** ASSIGNMENT **
Every line with "Pennsylvania" in it must be copied from the data.

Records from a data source

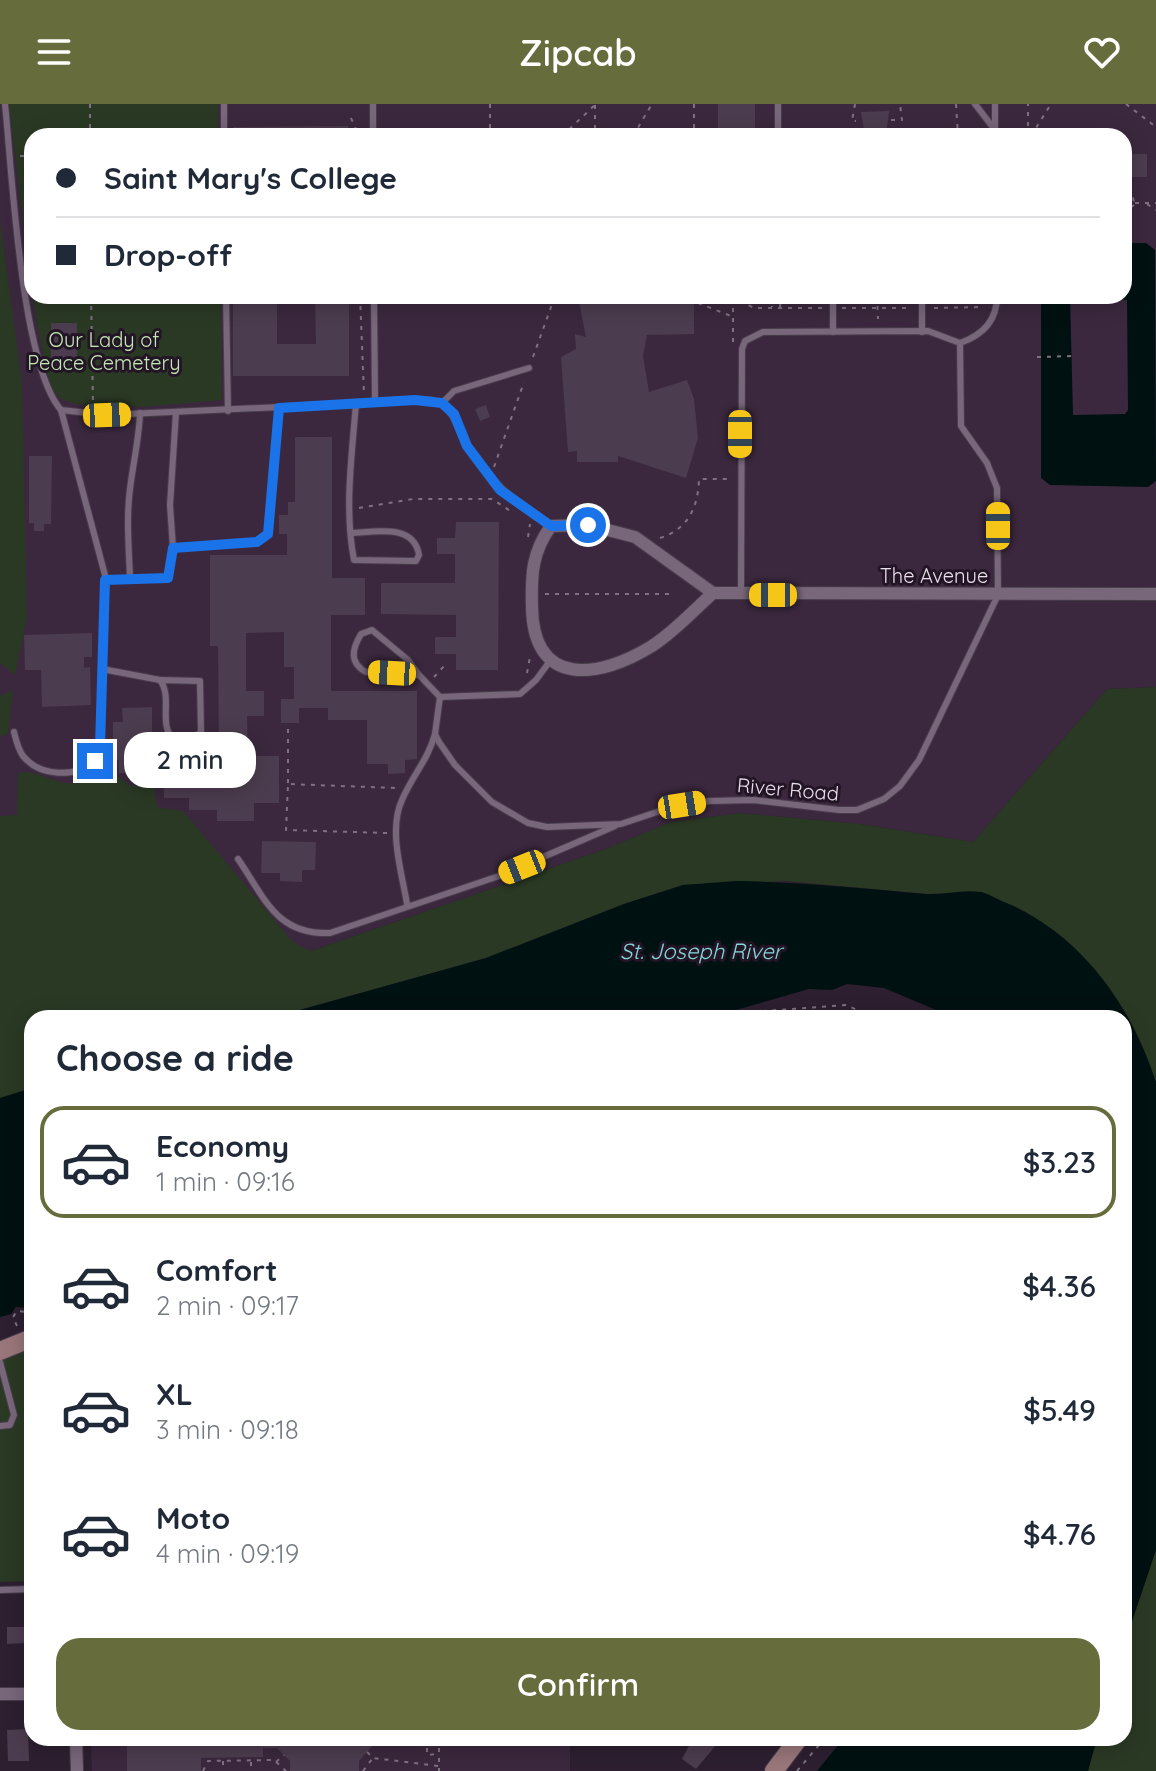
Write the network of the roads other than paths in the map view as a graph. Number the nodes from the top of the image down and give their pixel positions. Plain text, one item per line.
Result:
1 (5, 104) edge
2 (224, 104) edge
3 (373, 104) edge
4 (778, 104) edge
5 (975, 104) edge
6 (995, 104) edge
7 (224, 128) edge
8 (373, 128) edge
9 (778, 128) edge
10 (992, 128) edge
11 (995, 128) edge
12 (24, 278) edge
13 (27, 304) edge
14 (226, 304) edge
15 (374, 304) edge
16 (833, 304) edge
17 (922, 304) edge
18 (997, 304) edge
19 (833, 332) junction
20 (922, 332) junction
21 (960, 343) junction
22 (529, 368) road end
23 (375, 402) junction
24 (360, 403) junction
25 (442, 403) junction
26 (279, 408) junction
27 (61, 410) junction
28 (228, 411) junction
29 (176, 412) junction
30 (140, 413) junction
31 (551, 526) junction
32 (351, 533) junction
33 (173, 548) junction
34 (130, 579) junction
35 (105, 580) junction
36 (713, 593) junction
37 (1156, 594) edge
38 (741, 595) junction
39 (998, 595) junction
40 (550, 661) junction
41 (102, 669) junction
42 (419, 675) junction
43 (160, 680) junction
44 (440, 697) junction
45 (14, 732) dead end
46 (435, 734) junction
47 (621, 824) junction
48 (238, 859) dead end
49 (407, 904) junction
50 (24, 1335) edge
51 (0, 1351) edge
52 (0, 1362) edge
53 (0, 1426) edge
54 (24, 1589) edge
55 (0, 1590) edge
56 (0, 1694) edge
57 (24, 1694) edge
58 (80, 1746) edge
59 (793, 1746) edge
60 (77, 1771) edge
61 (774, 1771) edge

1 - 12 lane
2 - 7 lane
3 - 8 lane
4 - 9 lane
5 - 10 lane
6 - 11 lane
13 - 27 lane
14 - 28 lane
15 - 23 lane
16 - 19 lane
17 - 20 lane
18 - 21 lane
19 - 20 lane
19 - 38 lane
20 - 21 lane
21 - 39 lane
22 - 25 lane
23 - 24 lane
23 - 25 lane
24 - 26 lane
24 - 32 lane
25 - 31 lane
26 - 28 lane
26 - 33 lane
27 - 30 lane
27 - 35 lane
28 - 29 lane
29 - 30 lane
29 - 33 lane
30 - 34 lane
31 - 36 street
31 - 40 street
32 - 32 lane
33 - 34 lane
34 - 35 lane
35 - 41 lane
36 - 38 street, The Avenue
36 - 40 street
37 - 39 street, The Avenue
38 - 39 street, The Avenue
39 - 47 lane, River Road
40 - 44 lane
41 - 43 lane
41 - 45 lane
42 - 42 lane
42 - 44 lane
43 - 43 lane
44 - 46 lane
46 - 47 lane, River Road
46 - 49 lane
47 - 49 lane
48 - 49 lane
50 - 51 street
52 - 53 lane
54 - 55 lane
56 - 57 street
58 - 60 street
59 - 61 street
...
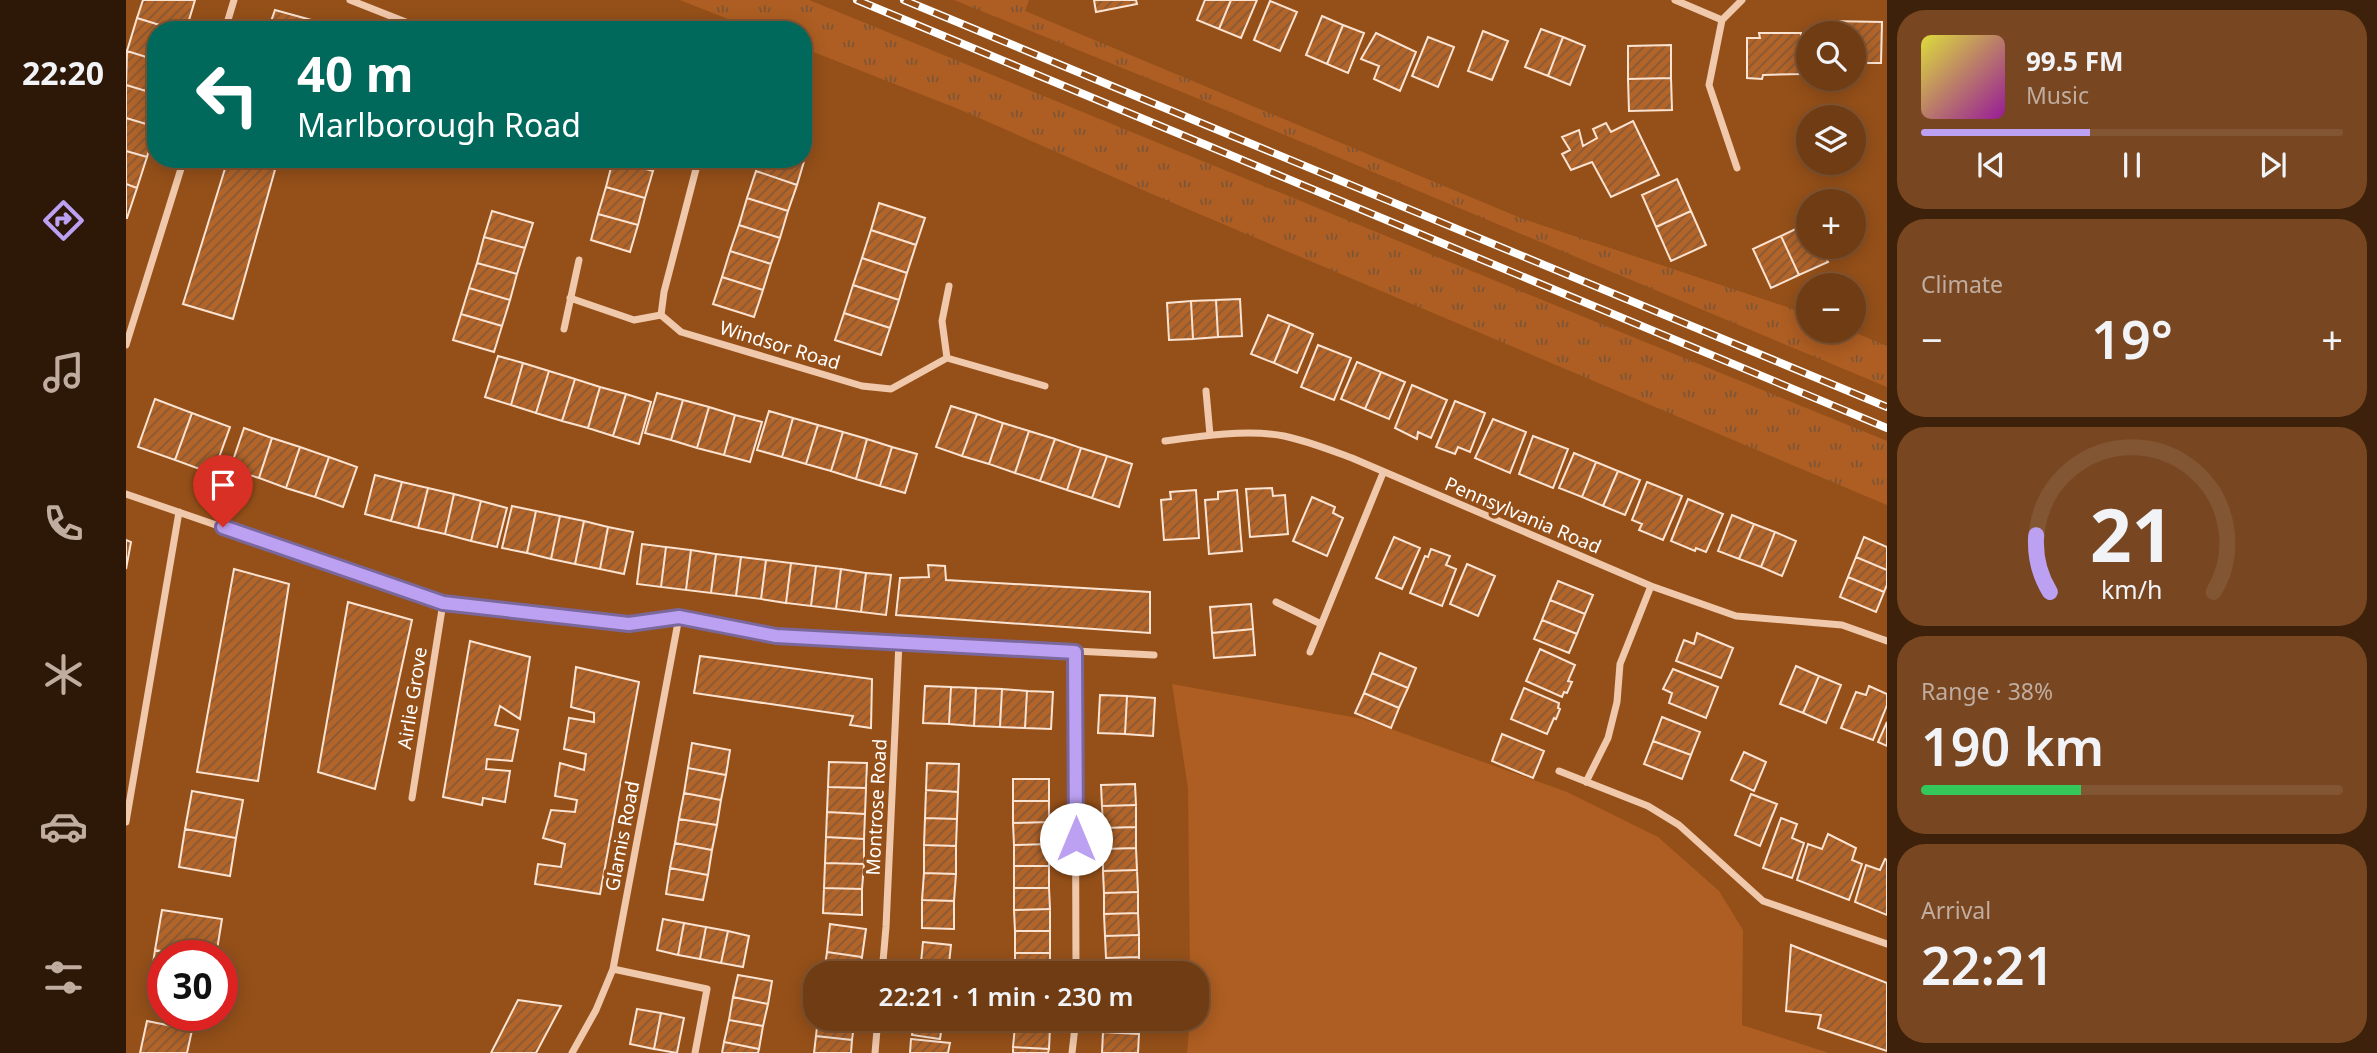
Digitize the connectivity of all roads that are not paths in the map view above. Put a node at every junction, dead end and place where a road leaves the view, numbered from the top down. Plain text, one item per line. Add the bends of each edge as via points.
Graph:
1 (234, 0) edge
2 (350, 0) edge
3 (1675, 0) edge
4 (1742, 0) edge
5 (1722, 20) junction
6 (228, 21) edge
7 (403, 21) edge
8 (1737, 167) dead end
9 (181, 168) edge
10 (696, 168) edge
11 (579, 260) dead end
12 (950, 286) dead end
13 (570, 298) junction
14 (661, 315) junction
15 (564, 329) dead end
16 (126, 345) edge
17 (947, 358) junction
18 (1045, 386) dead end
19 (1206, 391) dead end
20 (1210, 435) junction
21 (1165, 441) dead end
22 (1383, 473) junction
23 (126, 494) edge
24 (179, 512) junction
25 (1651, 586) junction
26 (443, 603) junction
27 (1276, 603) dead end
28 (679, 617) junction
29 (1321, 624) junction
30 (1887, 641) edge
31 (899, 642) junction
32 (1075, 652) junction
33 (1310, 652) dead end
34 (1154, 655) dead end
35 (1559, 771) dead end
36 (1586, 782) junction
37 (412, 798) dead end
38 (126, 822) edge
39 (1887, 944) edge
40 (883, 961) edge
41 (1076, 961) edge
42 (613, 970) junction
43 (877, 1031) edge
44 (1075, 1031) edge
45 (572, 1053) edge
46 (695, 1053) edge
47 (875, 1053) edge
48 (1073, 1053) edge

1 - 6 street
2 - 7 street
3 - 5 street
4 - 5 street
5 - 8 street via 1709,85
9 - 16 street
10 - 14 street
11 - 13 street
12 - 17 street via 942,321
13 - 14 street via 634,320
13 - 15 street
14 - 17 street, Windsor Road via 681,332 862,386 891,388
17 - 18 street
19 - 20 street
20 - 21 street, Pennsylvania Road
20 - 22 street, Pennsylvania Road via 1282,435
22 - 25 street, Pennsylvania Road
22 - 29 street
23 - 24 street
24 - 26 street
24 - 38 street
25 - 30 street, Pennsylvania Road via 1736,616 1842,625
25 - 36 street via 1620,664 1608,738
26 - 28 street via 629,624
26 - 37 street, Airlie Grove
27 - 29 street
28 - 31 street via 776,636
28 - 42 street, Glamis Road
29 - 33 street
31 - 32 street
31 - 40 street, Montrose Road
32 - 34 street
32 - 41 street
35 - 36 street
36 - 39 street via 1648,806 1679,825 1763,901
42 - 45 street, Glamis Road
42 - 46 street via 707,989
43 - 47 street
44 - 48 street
--
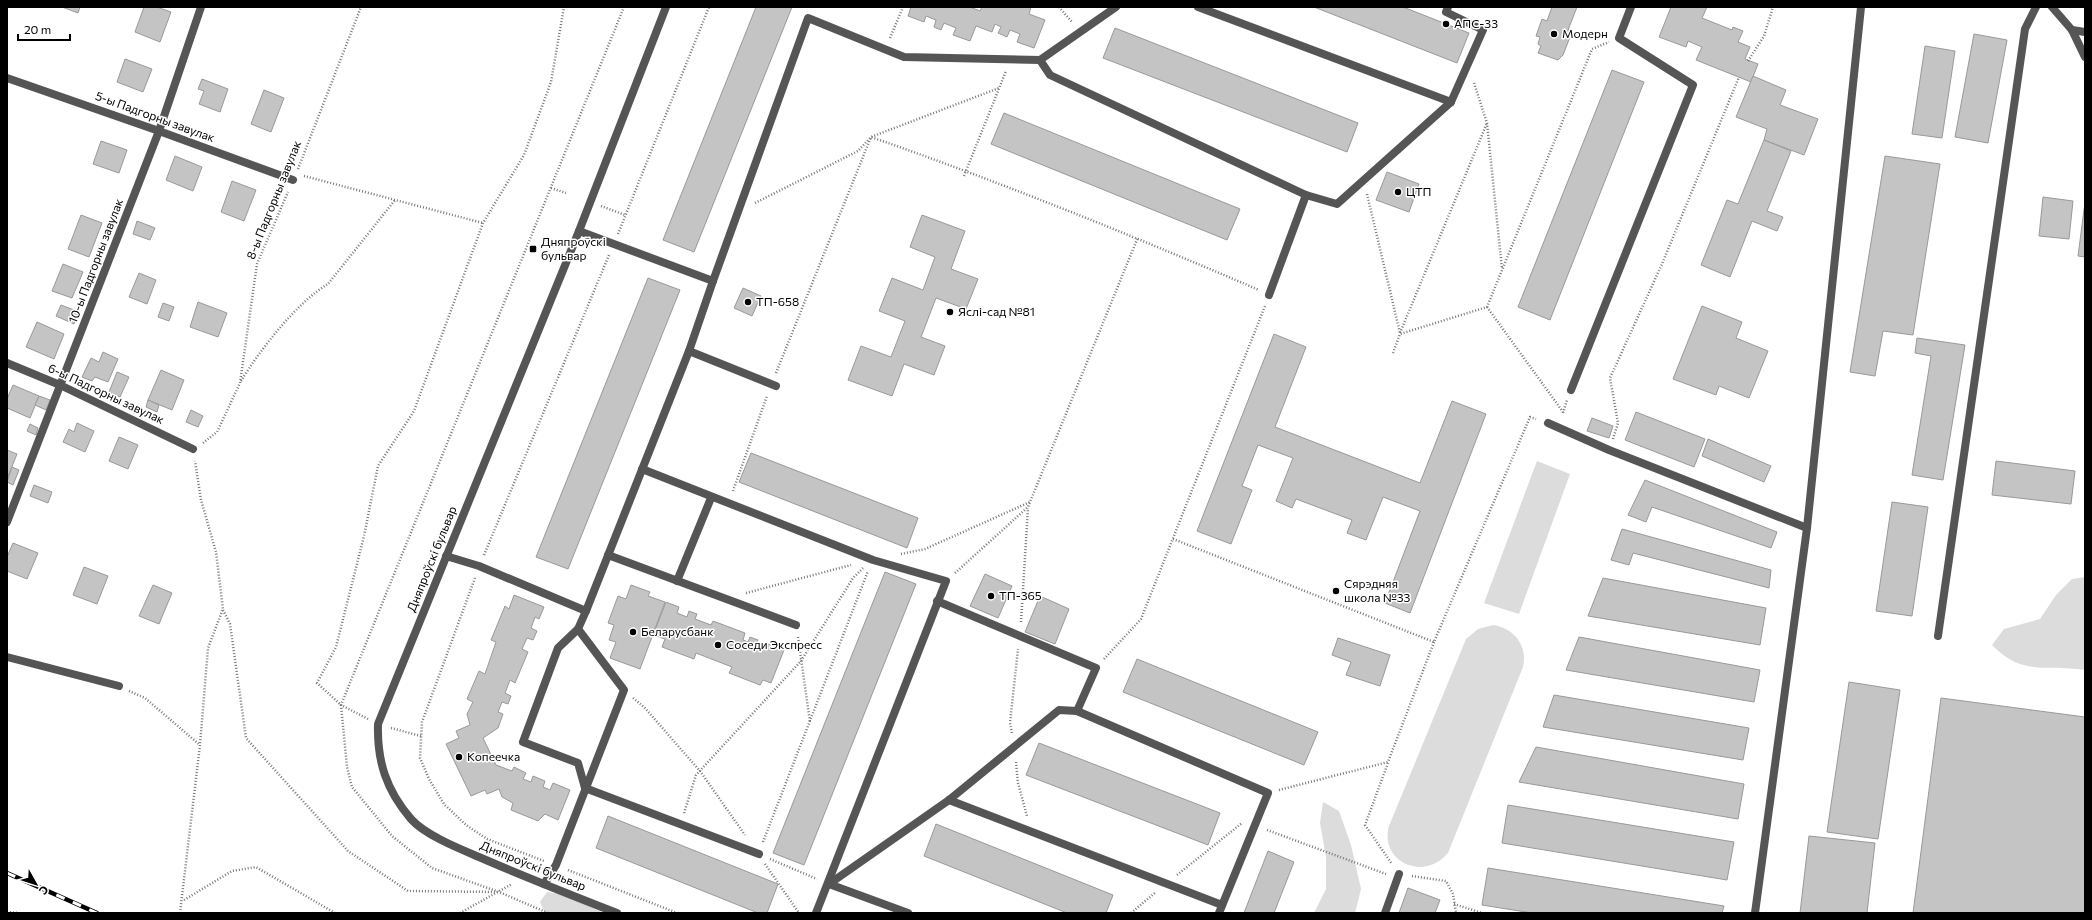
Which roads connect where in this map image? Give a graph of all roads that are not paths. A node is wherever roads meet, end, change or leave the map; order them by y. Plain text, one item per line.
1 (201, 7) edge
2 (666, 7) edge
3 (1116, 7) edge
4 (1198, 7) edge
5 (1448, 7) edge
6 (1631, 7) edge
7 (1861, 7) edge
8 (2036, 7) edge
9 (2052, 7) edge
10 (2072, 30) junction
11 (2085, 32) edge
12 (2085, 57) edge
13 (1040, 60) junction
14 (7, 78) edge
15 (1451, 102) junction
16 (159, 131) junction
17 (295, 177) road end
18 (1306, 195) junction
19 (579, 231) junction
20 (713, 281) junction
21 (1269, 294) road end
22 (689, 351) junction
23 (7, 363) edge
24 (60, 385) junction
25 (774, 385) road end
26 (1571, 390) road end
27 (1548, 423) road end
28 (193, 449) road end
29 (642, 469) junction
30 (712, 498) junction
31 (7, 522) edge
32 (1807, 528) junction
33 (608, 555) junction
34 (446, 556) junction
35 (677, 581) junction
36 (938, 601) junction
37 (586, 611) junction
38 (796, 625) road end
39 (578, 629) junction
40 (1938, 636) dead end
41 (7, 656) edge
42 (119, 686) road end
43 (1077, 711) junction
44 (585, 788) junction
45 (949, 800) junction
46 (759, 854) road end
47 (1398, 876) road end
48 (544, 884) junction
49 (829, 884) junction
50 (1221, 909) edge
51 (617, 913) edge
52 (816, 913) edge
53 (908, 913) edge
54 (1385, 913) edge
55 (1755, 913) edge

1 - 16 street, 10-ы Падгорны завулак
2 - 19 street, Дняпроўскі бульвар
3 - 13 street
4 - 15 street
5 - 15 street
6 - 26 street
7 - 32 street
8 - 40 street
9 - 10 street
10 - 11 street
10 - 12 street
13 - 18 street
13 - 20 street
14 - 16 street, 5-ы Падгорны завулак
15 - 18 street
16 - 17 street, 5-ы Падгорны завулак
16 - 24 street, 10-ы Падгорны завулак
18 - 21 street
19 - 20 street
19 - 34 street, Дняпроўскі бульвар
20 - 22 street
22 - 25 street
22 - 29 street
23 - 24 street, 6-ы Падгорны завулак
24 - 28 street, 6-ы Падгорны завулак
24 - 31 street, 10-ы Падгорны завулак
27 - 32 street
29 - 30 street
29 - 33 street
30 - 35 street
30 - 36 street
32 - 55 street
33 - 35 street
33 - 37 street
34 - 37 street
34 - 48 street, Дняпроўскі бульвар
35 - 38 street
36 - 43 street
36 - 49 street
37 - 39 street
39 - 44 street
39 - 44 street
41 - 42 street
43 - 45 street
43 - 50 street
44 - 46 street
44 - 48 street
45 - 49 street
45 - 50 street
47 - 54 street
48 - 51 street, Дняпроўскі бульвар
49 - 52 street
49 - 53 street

** REPLY **
20 - 21 street, Pennsylvania Road
20 - 22 street, Pennsylvania Road via 1282,435
22 - 25 street, Pennsylvania Road
25 - 30 street, Pennsylvania Road via 1736,616 1842,625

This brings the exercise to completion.